Back in the spring of 2002, I was working on the re-writes of my second and third novels for submission to a couple of small press publishers in the horror community.  Each of the publishers had expressed enthusiastic interest for my novels and it looked like, after more than a decade of writing with the hopes of become a published novelist, I was finally going to realize my dreams.

But then a funny thing happened.  I started to hate what I was writing.

Both novels were of the supernatural horror variety, influenced by a steady diet of King, Straub, Koontz, and McCammon that I’d fed on as a teenager and young adult.  And although I was proud of both novels, the more time I spent re-writing them, the more I realized that I was growing to hate them.

What had once been fun had now become tedious, painful work.

So after struggling with the rewrites for several months, I told the two small presses that I wouldn’t be submitting the manuscripts and I kissed my opportunity to become a published novelist goodbye.

Then I stopped writing.

For the next year and a half I played a lot of golf and spent more time reading and playing with my dog.  I wrote a best man’s speech based on Hamlet (“To wed or not to wed, that is the question…”) and a 40th birthday poem for my wife based on The Raven (“Once upon a birthday dreary…”), but that was about it.

Sometime in the middle of all of this, I read Lullaby by Chuck Palahniuk.
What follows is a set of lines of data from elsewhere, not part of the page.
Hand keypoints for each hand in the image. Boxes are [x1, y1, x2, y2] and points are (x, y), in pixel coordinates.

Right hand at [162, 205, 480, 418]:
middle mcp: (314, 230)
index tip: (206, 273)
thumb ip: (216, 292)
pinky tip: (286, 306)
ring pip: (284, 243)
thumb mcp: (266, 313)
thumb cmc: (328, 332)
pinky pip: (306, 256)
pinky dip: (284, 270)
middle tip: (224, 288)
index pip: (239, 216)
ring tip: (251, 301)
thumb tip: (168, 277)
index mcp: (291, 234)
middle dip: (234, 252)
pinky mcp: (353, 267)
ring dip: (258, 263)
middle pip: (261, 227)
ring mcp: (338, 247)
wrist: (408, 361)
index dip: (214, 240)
Although I’d seen Fight Club (one of my favorite all time films), I’d never read the novel or any of Palahniuk’s other books.  But for some reason, this novel resonated with me on a level I hadn’t previously experienced.  And when I was done, I had an “a-ha” moment.

While my three novels and four dozen short stories had all predominantly been influenced by my love of horror, I’d written a few short stories that were dark comedy with a supernatural edge to them.  But I’d never thought about writing anything other than straight horror novels.

Lullaby changed all that.

After finishing Lullaby, I began to think about turning a short story of mine into a full-length novel.  The story, “A Zombie’s Lament,” dealt with a group of zombies who attend Undead Anonymous meetings and yearn for civil rights.  About a year later, I wrote the opening scene for Breathers.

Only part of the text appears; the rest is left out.